One of the places he worked was Chicken Galore, a fast-food store across from his house. "On Friday night I could start my cleaning work for the next day so I didn't have to go in Saturday morning. But I remember being in there -- just alone -- it was dark, and I'd just act out scenes. I remember, oddly enough, trying to learn my whole job without using my eyes. I remember having chicken cleaning competitions with no eyes, just to see how accurate I could be. I used to empty the fryers and change the oil and try to do it without my eyes. I was always fascinated and very inspired with people who have handicaps," he says when interviewed about his blind detective role in the hit ABC TV series Blind Justice.
Once he decided to be an actor he never questioned whether he'd be able to make a living. "I don't know why, I was just stupid. I think that's from having to work my whole life..."
"I remember before I got my first film they asked me to be the manager at this deli I was at. I was very young, and it was like $600 a week, and lot of that would be off the books, which is what you kind of did. And I said, 'No,' and my family said, 'Are you crazy?' That was a huge amount of money, especially because I was just a kid. But I just thought, 'If I'm going to be a deli guy, I'm going to own a deli and it's going to be the best deli in New York, the best deli on the East Coast. People will come from everywhere to go to my deli.' So I was very ambitious and a hard worker."
Ron studied briefly at the SUNY conservatory in Purchase, NY, then went on to study drama at the New York High School for Performing Arts and HB studios in Greenwich Village. During this difficult period, Ron developed an inner strength which would eventually contribute to his success as an actor and Golden Glove boxer. Boxing became a passion for Ron during his years at the prestigious New York High School for Performing Arts, where he studied drama. His high point in the sport was finishing runner up in New York State's Golden Glove boxing contest.

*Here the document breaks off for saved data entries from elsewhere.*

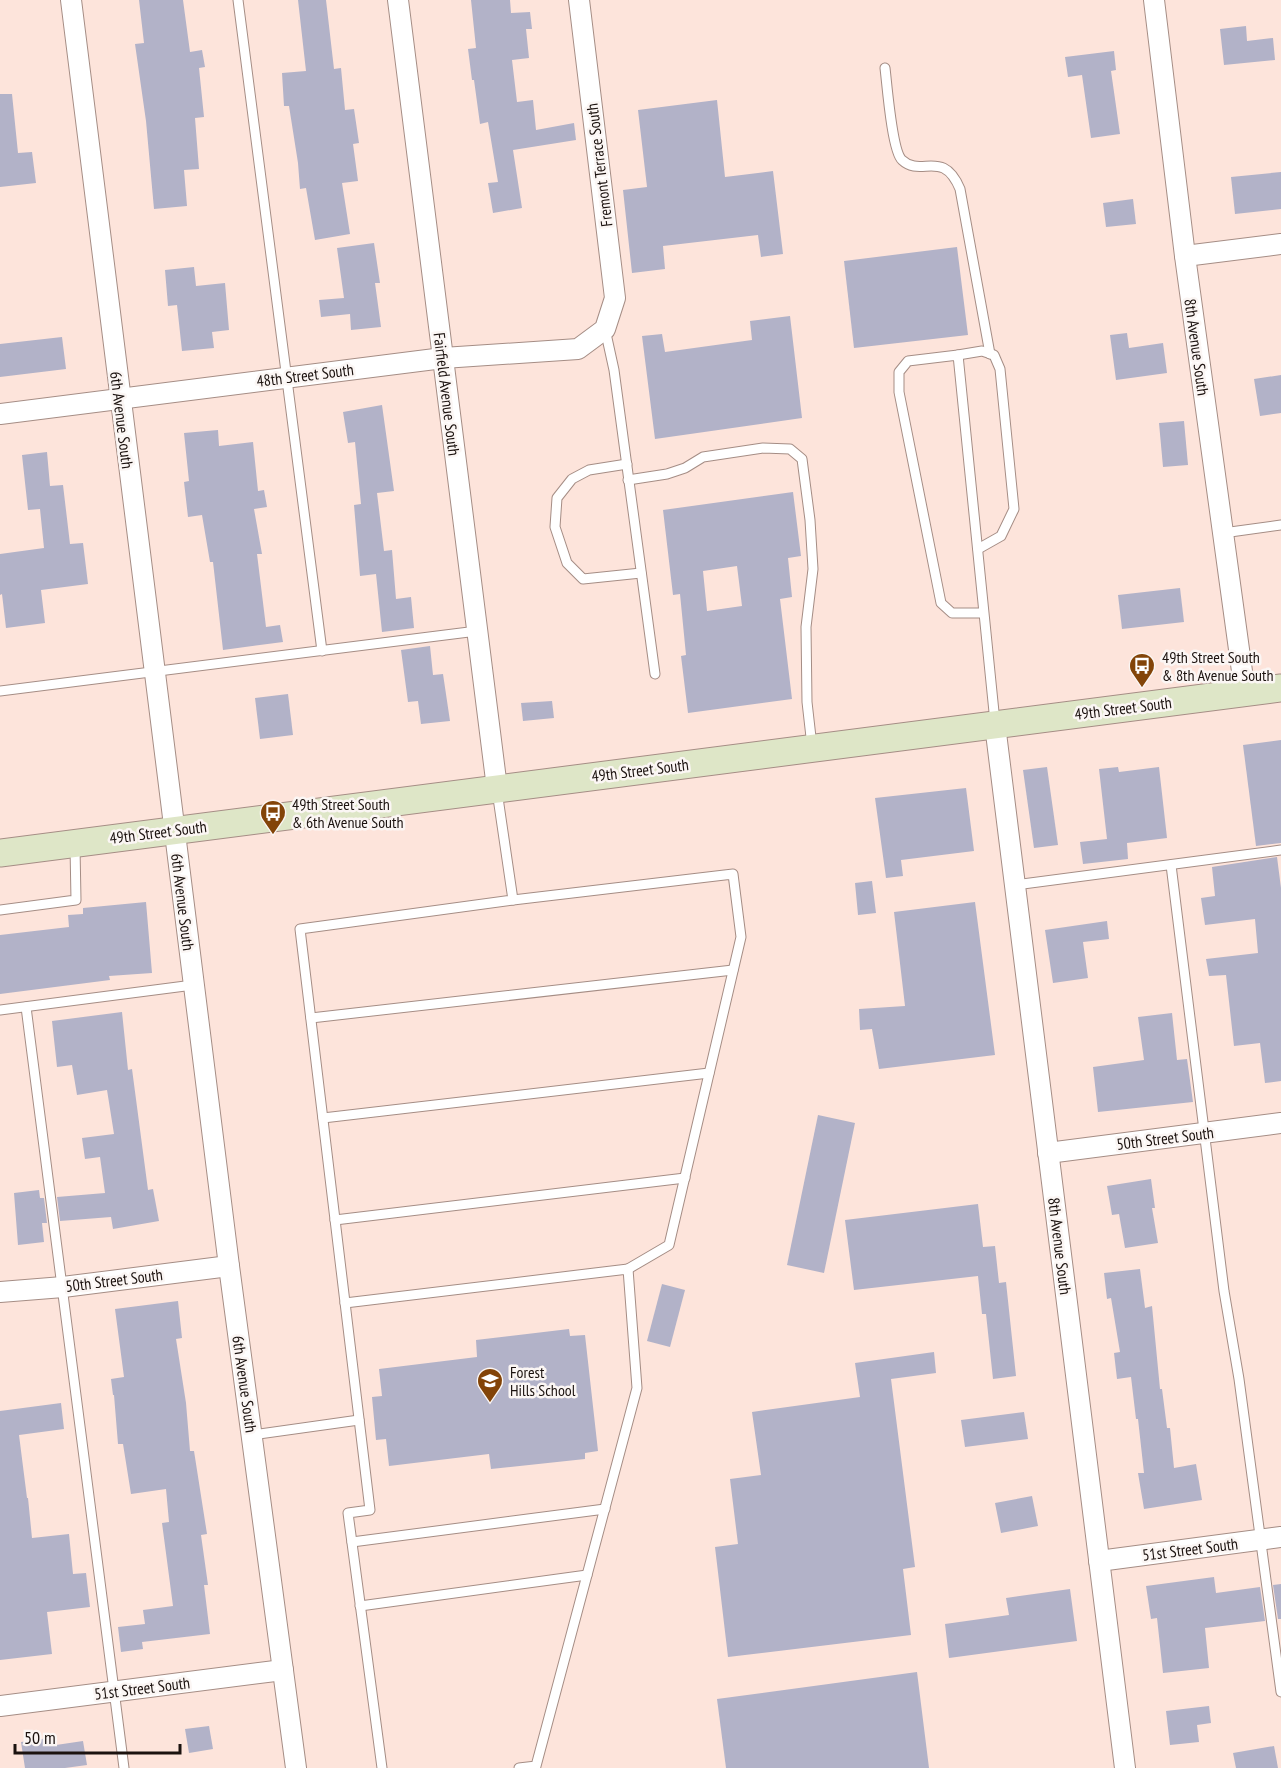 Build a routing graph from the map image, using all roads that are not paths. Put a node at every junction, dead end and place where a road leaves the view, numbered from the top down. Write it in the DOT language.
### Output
graph roads {
  1 [pos="71,0"];
  2 [pos="238,0"];
  3 [pos="398,0"];
  4 [pos="579,0"];
  5 [pos="1154,0"];
  6 [pos="885,68"];
  7 [pos="1281,244"];
  8 [pos="1185,256"];
  9 [pos="605,329"];
  10 [pos="990,354"];
  11 [pos="958,355"];
  12 [pos="443,358"];
  13 [pos="287,378"];
  14 [pos="120,398"];
  15 [pos="0,414"];
  16 [pos="627,464"];
  17 [pos="628,480"];
  18 [pos="1281,525"];
  19 [pos="1223,533"];
  20 [pos="978,549"];
  21 [pos="641,573"];
  22 [pos="984,613"];
  23 [pos="477,631"];
  24 [pos="322,651"];
  25 [pos="154,673"];
  26 [pos="655,674"];
  27 [pos="1281,688"];
  28 [pos="0,691"];
  29 [pos="1245,693"];
  30 [pos="995,724"];
  31 [pos="813,748"];
  32 [pos="497,788"];
  33 [pos="174,830"];
  34 [pos="75,843"];
  35 [pos="1281,850"];
  36 [pos="0,853"];
  37 [pos="1171,865"];
  38 [pos="1015,885"];
  39 [pos="513,900"];
  40 [pos="0,910"];
  41 [pos="733,970"];
  42 [pos="193,985"];
  43 [pos="26,1006"];
  44 [pos="0,1010"];
  45 [pos="311,1018"];
  46 [pos="709,1073"];
  47 [pos="323,1118"];
  48 [pos="1281,1123"];
  49 [pos="1206,1132"];
  50 [pos="1048,1153"];
  51 [pos="685,1178"];
  52 [pos="335,1220"];
  53 [pos="229,1266"];
  54 [pos="628,1269"];
  55 [pos="63,1287"];
  56 [pos="0,1292"];
  57 [pos="345,1303"];
  58 [pos="359,1420"];
  59 [pos="252,1435"];
  60 [pos="605,1509"];
  61 [pos="1281,1537"];
  62 [pos="1261,1540"];
  63 [pos="352,1542"];
  64 [pos="1099,1561"];
  65 [pos="587,1575"];
  66 [pos="360,1606"];
  67 [pos="283,1670"];
  68 [pos="114,1692"];
  69 [pos="1281,1692"];
  70 [pos="0,1706"];
  71 [pos="124,1768"];
  72 [pos="296,1768"];
  73 [pos="382,1768"];
  74 [pos="519,1768"];
  75 [pos="1125,1768"];
  1 -- 14 [label="street, 6th Avenue South"];
  2 -- 13 [label="lane"];
  3 -- 12 [label="street, Fairfield Avenue South"];
  4 -- 9 [label="street, Fremont Terrace South"];
  5 -- 8 [label="street, 8th Avenue South"];
  6 -- 10 [label="lane"];
  7 -- 8 [label="street"];
  8 -- 19 [label="street, 8th Avenue South"];
  9 -- 12 [label="street, 48th Street South"];
  9 -- 16 [label="lane"];
  10 -- 11 [label="lane"];
  10 -- 20 [label="lane"];
  11 -- 20 [label="lane"];
  11 -- 22 [label="lane"];
  12 -- 13 [label="street, 48th Street South"];
  12 -- 23 [label="street, Fairfield Avenue South"];
  13 -- 14 [label="street, 48th Street South"];
  13 -- 24 [label="lane"];
  14 -- 15 [label="street, 48th Street South"];
  14 -- 25 [label="street, 6th Avenue South"];
  16 -- 17 [label="lane"];
  16 -- 21 [label="lane"];
  17 -- 21 [label="lane"];
  17 -- 31 [label="lane"];
  18 -- 19 [label="lane"];
  19 -- 29 [label="street, 8th Avenue South"];
  20 -- 22 [label="lane"];
  21 -- 26 [label="lane"];
  22 -- 30 [label="lane"];
  23 -- 24 [label="lane"];
  23 -- 32 [label="street, Fairfield Avenue South"];
  24 -- 25 [label="lane"];
  25 -- 28 [label="lane"];
  25 -- 33 [label="street, 6th Avenue South"];
  27 -- 29 [label="main road, 49th Street South"];
  29 -- 30 [label="main road, 49th Street South"];
  30 -- 31 [label="main road, 49th Street South"];
  30 -- 38 [label="street, 8th Avenue South"];
  31 -- 32 [label="main road, 49th Street South"];
  32 -- 33 [label="main road, 49th Street South"];
  32 -- 39 [label="lane"];
  33 -- 34 [label="main road, 49th Street South"];
  33 -- 42 [label="street, 6th Avenue South"];
  34 -- 36 [label="main road, 49th Street South"];
  34 -- 40 [label="lane"];
  35 -- 37 [label="lane"];
  37 -- 38 [label="lane"];
  37 -- 49 [label="lane"];
  38 -- 50 [label="street, 8th Avenue South"];
  39 -- 41 [label="lane"];
  39 -- 45 [label="lane"];
  41 -- 45 [label="lane"];
  41 -- 46 [label="lane"];
  42 -- 43 [label="lane"];
  42 -- 53 [label="street, 6th Avenue South"];
  43 -- 44 [label="lane"];
  43 -- 55 [label="lane"];
  45 -- 47 [label="lane"];
  46 -- 47 [label="lane"];
  46 -- 51 [label="lane"];
  47 -- 52 [label="lane"];
  48 -- 49 [label="street, 50th Street South"];
  49 -- 50 [label="street, 50th Street South"];
  49 -- 62 [label="lane"];
  50 -- 64 [label="street, 8th Avenue South"];
  51 -- 52 [label="lane"];
  51 -- 54 [label="lane"];
  52 -- 57 [label="lane"];
  53 -- 55 [label="street, 50th Street South"];
  53 -- 59 [label="street, 6th Avenue South"];
  54 -- 57 [label="lane"];
  54 -- 60 [label="lane"];
  55 -- 56 [label="street, 50th Street South"];
  55 -- 68 [label="lane"];
  57 -- 58 [label="lane"];
  58 -- 59 [label="lane"];
  58 -- 63 [label="lane"];
  59 -- 67 [label="street, 6th Avenue South"];
  60 -- 63 [label="lane"];
  60 -- 65 [label="lane"];
  61 -- 62 [label="street, 51st Street South"];
  62 -- 64 [label="street, 51st Street South"];
  62 -- 69 [label="lane"];
  63 -- 66 [label="lane"];
  64 -- 75 [label="street, 8th Avenue South"];
  65 -- 66 [label="lane"];
  65 -- 74 [label="lane"];
  66 -- 73 [label="lane"];
  67 -- 68 [label="street, 51st Street South"];
  67 -- 72 [label="street, 6th Avenue South"];
  68 -- 70 [label="street, 51st Street South"];
  68 -- 71 [label="lane"];
}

Ron was fired from his first Broadway job in 1986, having been seen by Neil Simon, the director in the final understudy run-through of Biloxi Blues. After a number of general jobs, that included working in a deli, cleaning offices in Manhattan and a bakery, and lasting a day in dog kennels, Ron made his television debut appearing as Blade in the long running soap One Life to Live in 1989. Later that same year he made his feature film debut in Nancy Savoca's True Love, playing a young Italian, Michael, dealing with the difficult task of planning his wedding.

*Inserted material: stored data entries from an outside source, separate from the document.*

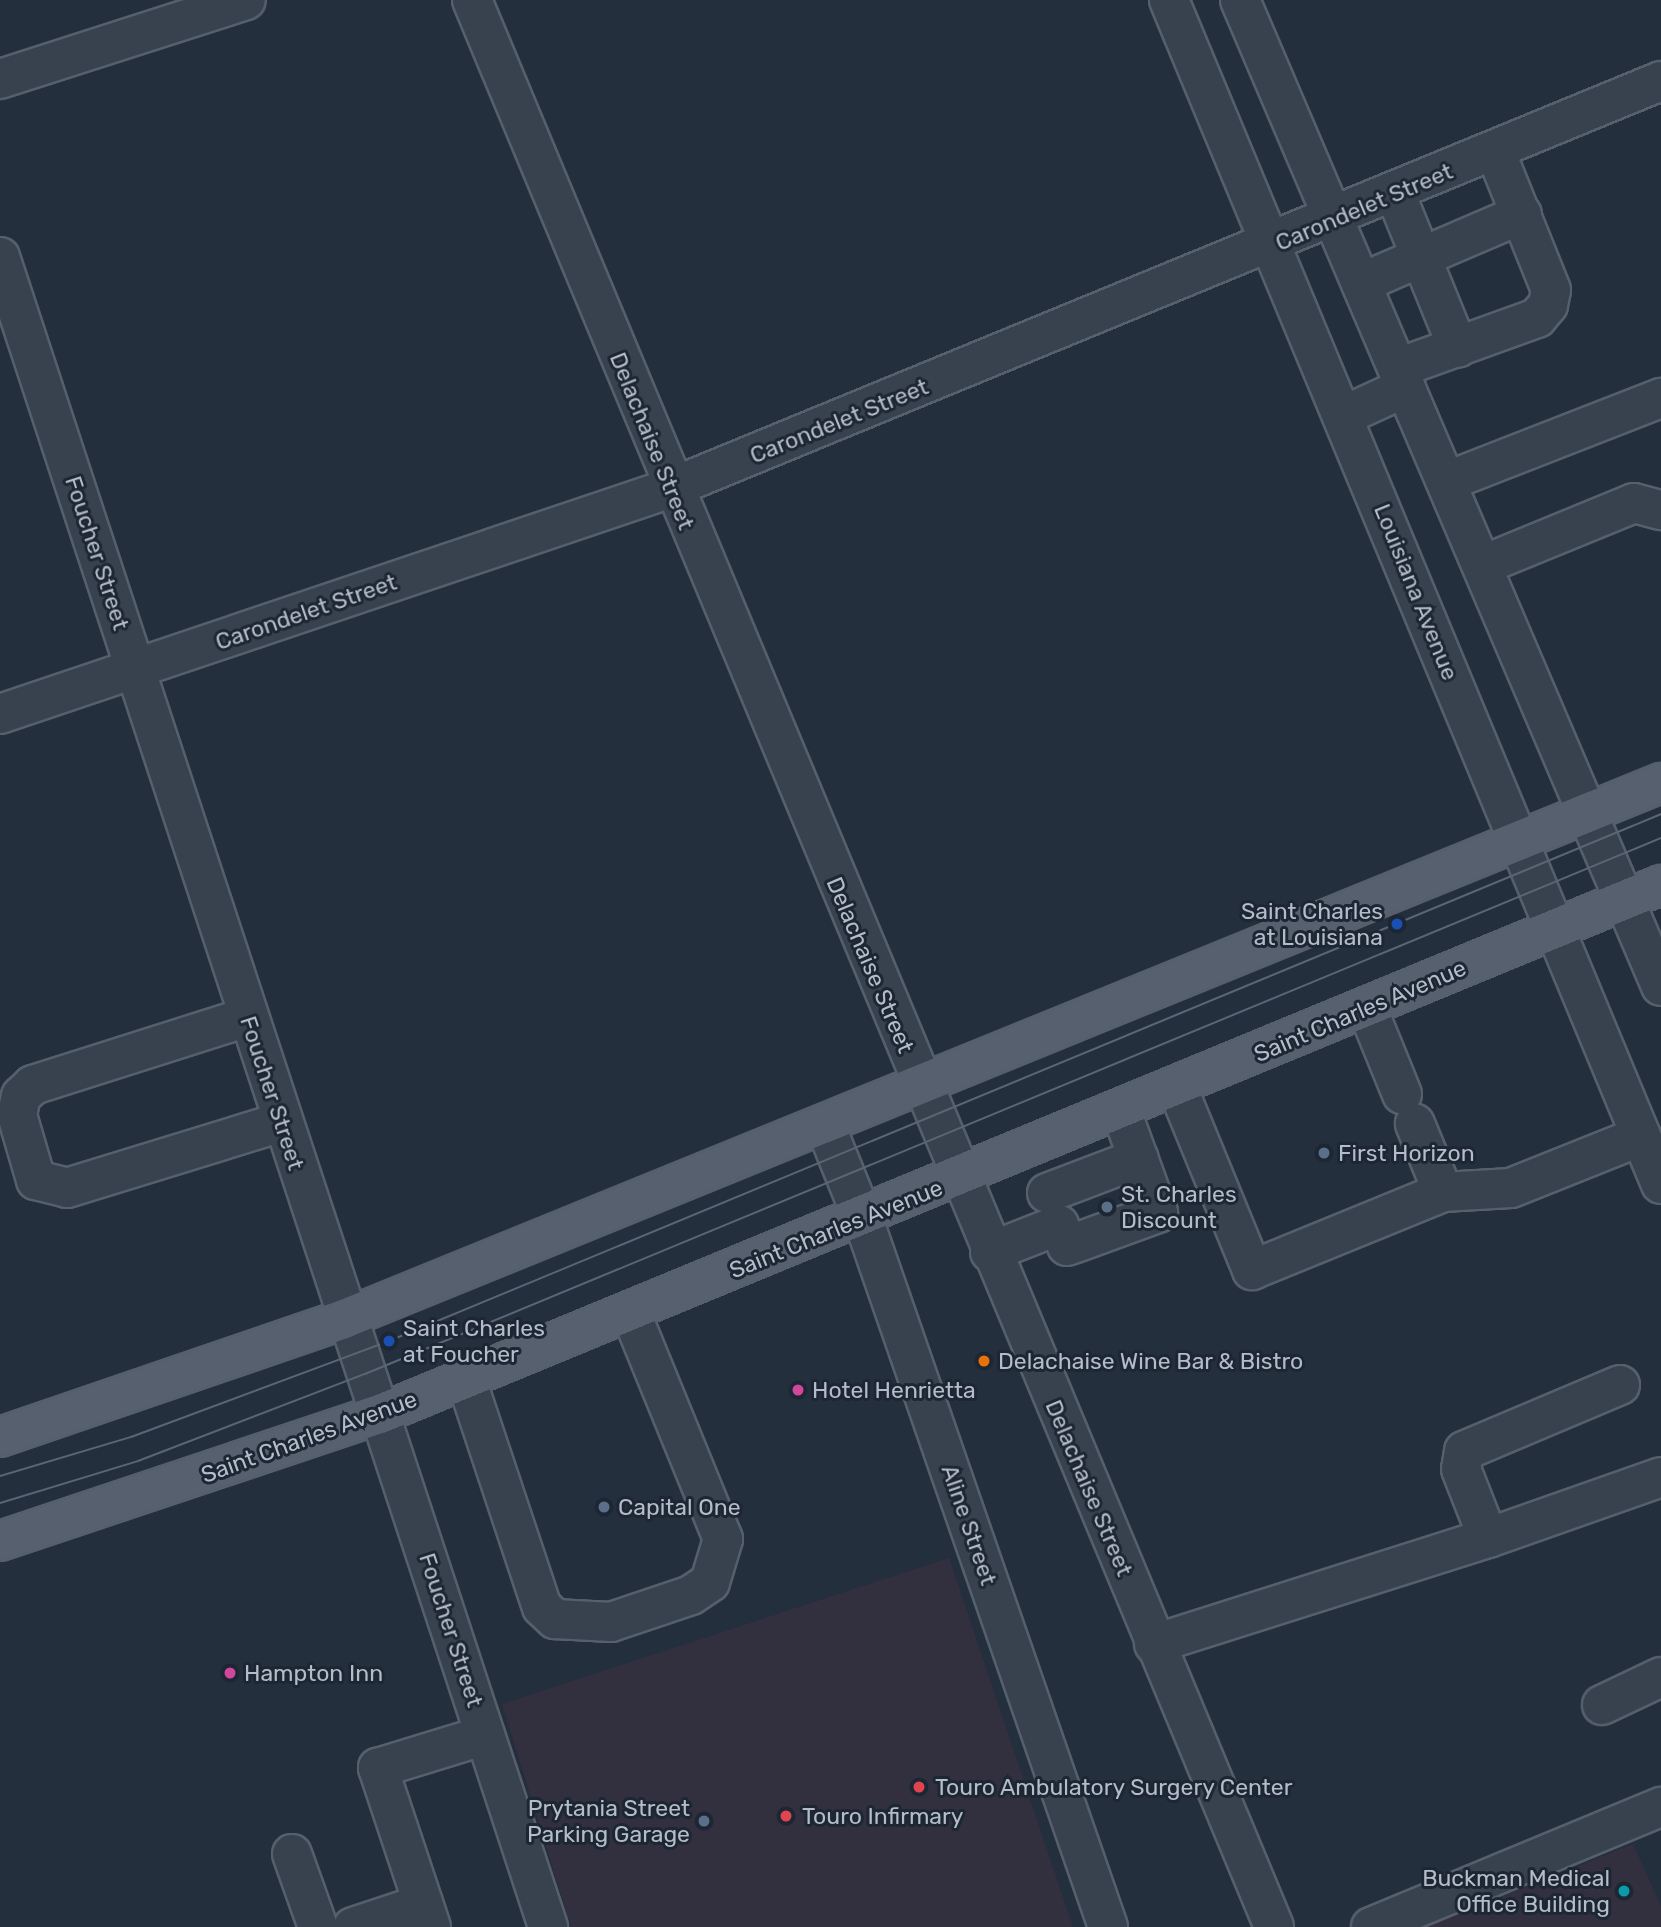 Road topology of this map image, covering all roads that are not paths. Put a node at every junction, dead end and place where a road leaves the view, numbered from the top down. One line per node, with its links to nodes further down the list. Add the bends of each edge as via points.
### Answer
1 (246, 0): 5 (street)
2 (472, 0): 20 (street, Delachaise Street)
3 (1169, 0): 11 (street, Louisiana Avenue)
4 (1240, 0): 10 (street)
5 (0, 79)
6 (1661, 81): 7 (street, Carondelet Street)
7 (1495, 151): 8 (street, Carondelet Street); 9 (street)
8 (1395, 194): 10 (street, Carondelet Street); 13 (street)
9 (1521, 214): 13 (street); 15 (street, via 1551,290 1548,305 1536,318)
10 (1334, 219): 11 (street, Carondelet Street); 14 (street)
11 (1273, 246): 18 (street, Louisiana Avenue); 20 (street, Carondelet Street)
12 (0, 257): 23 (street, Foucher Street)
13 (1419, 257): 14 (street); 15 (street)
14 (1361, 283): 16 (street)
15 (1458, 348): 16 (street)
16 (1402, 378): 18 (street); 19 (street)
17 (1661, 398): 19 (street)
18 (1343, 416): 27 (street, Louisiana Avenue)
19 (1447, 481): 22 (street)
20 (671, 488): 23 (street, Carondelet Street); 34 (street, Delachaise Street)
21 (1661, 510): 22 (street, via 1634,503)
22 (1483, 565): 26 (street)
23 (135, 669): 24 (street, Carondelet Street); 33 (street, Foucher Street)
24 (0, 714)
25 (1661, 783): 26 (main road)
26 (1588, 813): 27 (main road); 29 (street)
27 (1518, 841): 30 (street, Louisiana Avenue); 34 (main road)
28 (1661, 885): 29 (main road, Saint Charles Avenue)
29 (1626, 900): 30 (main road, Saint Charles Avenue); 31 (street)
30 (1554, 929): 32 (main road, Saint Charles Avenue); 39 (street, Louisiana Avenue)
31 (1661, 986)
32 (1367, 1008): 35 (main road, Saint Charles Avenue); 44 (street)
33 (247, 1017): 37 (street, Foucher Street); 37 (street, via 33,1085 22,1096 17,1115 36,1180 67,1188)
34 (919, 1084): 38 (main road); 42 (street, Delachaise Street)
35 (1177, 1087): 36 (main road, Saint Charles Avenue); 44 (street, via 1252,1270)
36 (1121, 1111): 40 (main road, Saint Charles Avenue); 41 (street)
37 (281, 1122): 49 (street, Foucher Street)
38 (825, 1125): 46 (street, Aline Street); 49 (main road)
39 (1641, 1136): 43 (street, Louisiana Avenue); 44 (street, via 1511,1188)
40 (1029, 1149): 42 (main road, Saint Charles Avenue); 45 (street)
41 (1139, 1158): 45 (street); 45 (street, via 1158,1213 1067,1246)
42 (958, 1179): 46 (main road, Saint Charles Avenue); 47 (street, Delachaise Street)
43 (1661, 1184)
44 (1443, 1192)
45 (1053, 1209): 47 (street)
46 (863, 1219): 48 (main road, Saint Charles Avenue); 67 (street, Aline Street)
47 (989, 1252): 57 (street, Delachaise Street)
48 (631, 1313): 50 (main road, Saint Charles Avenue); 50 (street, via 723,1539 721,1559 710,1582 691,1595 611,1622 555,1619 542,1607)
49 (344, 1319): 52 (street, Foucher Street); 53 (main road)
50 (466, 1379): 52 (main road, Saint Charles Avenue)
51 (1620, 1385): 55 (street, via 1464,1451 1461,1469)
52 (380, 1414): 56 (main road, Saint Charles Avenue); 60 (street, Foucher Street)
53 (0, 1437)
54 (1661, 1477): 55 (street)
55 (1488, 1538): 57 (street)
56 (0, 1541)
57 (1154, 1644): 68 (street, Delachaise Street)
58 (1661, 1678): 59 (street)
59 (1602, 1705)
60 (485, 1735): 63 (street, via 378,1768); 66 (street, Foucher Street)
61 (1661, 1807): 69 (street)
62 (292, 1854): 64 (street)
63 (427, 1915): 65 (street)
64 (318, 1927)
65 (353, 1927)
66 (548, 1927)
67 (1108, 1927)
68 (1274, 1927)
69 (1371, 1927)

A number of supporting roles followed, seeing Ron play a childhood sweetheart in the comedy Drop Dead Fred, alongside British comedian Rik Mayall, and Officer Gore, bringing blind Al Pacino's driving antics to a stop in Scent of a Woman. In the same year that Scent of a Woman hit the cinema, Ron made a return to the small screen, this time with far higher billing, in the first two of what would become numerous police roles. The first of these was to last only a year as Ron appeared in the comedy Arresting Behavior as Officer Danny Walsh. Ron's second outing, Bakersfield P.D., more successful than the first, hit the screens in 1994. As part of a comedy detective duo, Ron played Detective Wade Preston, a goofy cop in small town Bakersfield who finds himself partnered with a transferred detective from Washington. Demonstrating a talent for comedy that would later stand him in good stead for more television roles, Ron skated, bumbled and joggled his way through the 17 episodes created for the series.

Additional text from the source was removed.